Taking Risks in Leadership

Thanks to the ongoing Values campaign from Foundation for a Better Life, folks across the nation have been supplied with tidbits from the lives of the famous and the not so famous—snippets that, through inspirational messaging, provide motivation to dream, to do, and to hope for what might seem like an impossible success. The billboards, TV commercials, radio spots, and videos remind us of the historic trials—and, in fact, the failures—of arguably rather successful people. Like Abraham Lincoln, whose story was riddled with personal pain, sacrifice, ups, and downs before he achieved the ultimate success of becoming the 16th President of the United States. Or Thomas Edison, who purportedly failed thousands of times before he created a successful light bulb.

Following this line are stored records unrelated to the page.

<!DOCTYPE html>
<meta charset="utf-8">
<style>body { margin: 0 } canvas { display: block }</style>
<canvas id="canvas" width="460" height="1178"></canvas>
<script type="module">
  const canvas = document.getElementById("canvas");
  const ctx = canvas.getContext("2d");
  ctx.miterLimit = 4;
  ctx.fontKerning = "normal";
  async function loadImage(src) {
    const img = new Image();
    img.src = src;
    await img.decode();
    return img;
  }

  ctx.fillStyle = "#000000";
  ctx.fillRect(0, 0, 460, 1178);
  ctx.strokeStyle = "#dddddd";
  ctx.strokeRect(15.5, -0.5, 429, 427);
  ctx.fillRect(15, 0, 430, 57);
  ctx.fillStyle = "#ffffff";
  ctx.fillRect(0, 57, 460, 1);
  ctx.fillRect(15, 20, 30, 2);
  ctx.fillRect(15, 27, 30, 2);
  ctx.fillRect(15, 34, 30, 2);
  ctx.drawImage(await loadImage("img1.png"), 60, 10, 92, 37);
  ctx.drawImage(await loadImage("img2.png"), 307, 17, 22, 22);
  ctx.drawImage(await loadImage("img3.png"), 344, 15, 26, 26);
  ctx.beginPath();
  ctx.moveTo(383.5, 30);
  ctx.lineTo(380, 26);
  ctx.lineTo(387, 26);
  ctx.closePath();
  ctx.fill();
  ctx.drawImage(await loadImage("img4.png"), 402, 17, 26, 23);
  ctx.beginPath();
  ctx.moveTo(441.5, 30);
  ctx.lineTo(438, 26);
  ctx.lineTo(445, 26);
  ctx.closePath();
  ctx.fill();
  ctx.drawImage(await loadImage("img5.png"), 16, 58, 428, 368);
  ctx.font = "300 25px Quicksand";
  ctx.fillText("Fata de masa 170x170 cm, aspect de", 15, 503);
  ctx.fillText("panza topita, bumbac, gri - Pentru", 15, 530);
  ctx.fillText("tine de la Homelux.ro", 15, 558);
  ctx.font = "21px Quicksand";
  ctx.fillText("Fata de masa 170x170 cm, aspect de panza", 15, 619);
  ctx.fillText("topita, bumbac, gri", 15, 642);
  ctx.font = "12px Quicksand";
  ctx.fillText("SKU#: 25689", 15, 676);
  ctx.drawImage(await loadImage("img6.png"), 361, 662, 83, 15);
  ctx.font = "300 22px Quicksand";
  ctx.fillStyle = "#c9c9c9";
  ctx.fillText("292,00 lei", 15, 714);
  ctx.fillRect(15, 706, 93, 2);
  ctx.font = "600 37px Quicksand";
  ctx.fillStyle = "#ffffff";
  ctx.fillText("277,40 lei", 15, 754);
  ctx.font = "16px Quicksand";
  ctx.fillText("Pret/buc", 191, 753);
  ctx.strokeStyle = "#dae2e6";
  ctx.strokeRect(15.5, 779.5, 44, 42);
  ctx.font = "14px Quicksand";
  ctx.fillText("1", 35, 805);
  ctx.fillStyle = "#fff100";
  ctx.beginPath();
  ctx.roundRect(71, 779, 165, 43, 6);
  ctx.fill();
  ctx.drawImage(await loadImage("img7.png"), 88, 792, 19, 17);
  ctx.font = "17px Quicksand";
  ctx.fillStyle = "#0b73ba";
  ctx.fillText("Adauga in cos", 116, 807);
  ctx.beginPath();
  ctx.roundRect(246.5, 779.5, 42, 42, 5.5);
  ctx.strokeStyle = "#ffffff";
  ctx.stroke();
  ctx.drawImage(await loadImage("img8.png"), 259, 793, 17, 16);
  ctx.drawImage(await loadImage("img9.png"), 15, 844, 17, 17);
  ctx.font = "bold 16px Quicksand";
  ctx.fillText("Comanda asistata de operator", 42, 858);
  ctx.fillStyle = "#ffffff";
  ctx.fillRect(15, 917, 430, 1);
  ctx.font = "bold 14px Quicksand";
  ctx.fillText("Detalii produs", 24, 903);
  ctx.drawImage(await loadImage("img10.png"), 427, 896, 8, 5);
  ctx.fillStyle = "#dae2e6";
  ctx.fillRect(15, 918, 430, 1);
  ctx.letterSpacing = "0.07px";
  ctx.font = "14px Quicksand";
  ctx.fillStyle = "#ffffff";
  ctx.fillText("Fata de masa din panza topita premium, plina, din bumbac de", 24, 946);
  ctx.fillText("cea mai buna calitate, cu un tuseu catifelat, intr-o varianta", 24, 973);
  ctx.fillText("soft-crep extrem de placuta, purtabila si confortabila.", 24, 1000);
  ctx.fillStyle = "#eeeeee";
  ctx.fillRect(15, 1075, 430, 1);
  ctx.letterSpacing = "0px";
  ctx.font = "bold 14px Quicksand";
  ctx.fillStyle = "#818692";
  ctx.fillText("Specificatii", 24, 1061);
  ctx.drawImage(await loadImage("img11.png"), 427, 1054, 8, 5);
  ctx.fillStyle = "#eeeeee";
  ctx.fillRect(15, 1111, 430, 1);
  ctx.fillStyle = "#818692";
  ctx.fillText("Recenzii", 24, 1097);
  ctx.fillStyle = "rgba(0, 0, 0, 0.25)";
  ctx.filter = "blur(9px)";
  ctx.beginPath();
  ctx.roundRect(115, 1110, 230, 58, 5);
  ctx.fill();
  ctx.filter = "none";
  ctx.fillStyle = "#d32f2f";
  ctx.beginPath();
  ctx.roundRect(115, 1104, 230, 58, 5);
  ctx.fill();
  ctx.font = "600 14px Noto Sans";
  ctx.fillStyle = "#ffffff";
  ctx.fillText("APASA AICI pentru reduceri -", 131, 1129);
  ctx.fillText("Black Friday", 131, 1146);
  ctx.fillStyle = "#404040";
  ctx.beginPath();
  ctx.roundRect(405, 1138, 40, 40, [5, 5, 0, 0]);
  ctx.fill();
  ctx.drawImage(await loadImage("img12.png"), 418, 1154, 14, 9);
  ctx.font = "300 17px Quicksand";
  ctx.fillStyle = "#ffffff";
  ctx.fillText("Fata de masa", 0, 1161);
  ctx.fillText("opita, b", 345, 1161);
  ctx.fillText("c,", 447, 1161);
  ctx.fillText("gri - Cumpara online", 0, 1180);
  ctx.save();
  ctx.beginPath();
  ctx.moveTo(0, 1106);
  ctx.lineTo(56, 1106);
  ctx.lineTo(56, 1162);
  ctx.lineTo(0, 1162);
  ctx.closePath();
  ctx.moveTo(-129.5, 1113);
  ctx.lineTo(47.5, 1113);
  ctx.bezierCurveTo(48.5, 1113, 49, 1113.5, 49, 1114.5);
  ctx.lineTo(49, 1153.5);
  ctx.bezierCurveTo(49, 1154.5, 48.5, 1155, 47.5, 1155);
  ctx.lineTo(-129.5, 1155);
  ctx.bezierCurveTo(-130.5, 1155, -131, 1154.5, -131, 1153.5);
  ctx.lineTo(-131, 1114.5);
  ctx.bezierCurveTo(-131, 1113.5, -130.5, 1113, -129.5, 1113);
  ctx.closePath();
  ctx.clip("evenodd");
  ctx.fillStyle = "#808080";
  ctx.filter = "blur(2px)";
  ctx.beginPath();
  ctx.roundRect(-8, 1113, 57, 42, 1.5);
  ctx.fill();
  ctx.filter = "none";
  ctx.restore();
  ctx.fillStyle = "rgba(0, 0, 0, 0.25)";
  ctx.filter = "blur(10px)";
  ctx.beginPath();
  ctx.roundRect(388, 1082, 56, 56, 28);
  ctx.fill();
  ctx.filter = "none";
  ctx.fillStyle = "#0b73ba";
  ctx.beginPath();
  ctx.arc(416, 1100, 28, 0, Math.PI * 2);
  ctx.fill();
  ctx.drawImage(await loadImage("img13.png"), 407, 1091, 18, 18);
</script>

In both cases, these men could have done what many human beings do: they could have shied from the risk of trying again. They could have taken the safe route, the well-traveled path, the life of complacency. Instead, both men continuously took both personal and professional risks to keep doing what they believed in. And, ultimately, through all of the risks, they were both remarkably successful. Had either been content to remain in his comfort zone, imagine what might be different for our country or our lifestyles today. Should it be any different for corporations?

It’s often hard for leaders of corporations to take risks. After all, they have gains—not loss—to think of. They have their employees to think of. They have shareholders to think of. But habit, working by rote, and “playing it safe” don’t allow for growth, and for leaders, trying too hard not to make a mistake could be a huge mistake in itself. Mark Zuckerberg, co-founder and CEO of Facebook, agrees: “The biggest risk is not taking any risk… In a world that’s changing really quickly, the only strategy that is guaranteed to fail is not taking risks.”

But it’s not just about risk for the sake of risk. It’s about calculation versus haste. So how can companies engage in calculated risk?

To start, leaders can embrace creativity—their own and that of their workforce. Creative minds, those who can think beyond the linear, who can challenge status quo are the ones who can see solutions to problems before they’re even problems.

Netflix has been in the spotlight several times in the past couple of years for taking risks in a creative way. The company has broken free from its own original path (which was sending its subscribers DVDs of post-theater movies and later of TV series) to begin creating original television series of its own. Shows like House of Cards and Orange Is the New Black have been smash hits with Netflix streaming viewers, and both have garnered rave reviews and plenty of acclaim. Those shows’ “binge-watch-friendly” production schedules (viewers can watch one after another without waiting a week for the next installment) have created libraries of material that will keep viewers happy—and re-watching—for some time.  Now, the company has gone a step farther, into a risky, more perishable world, having recently signed witty, racy, and raunchy Chelsea Handler for a talk show series. We have yet to see how that might pan out, but it’s an interesting move regardless—both because of the star’s edginess as well as the flash-in-the-pan nature of talk-show content.

The company has surely prepared itself for failure in this endeavor, or at least feels that it can withstand any fallout from the venture. No matter how it nets out, though, it’s certainly a move to watch, because it goes to show that, without risk, there can be no reward. Like with Lincoln and Edison, Netflix has left no room for complacency, and from there, there can be loads of success.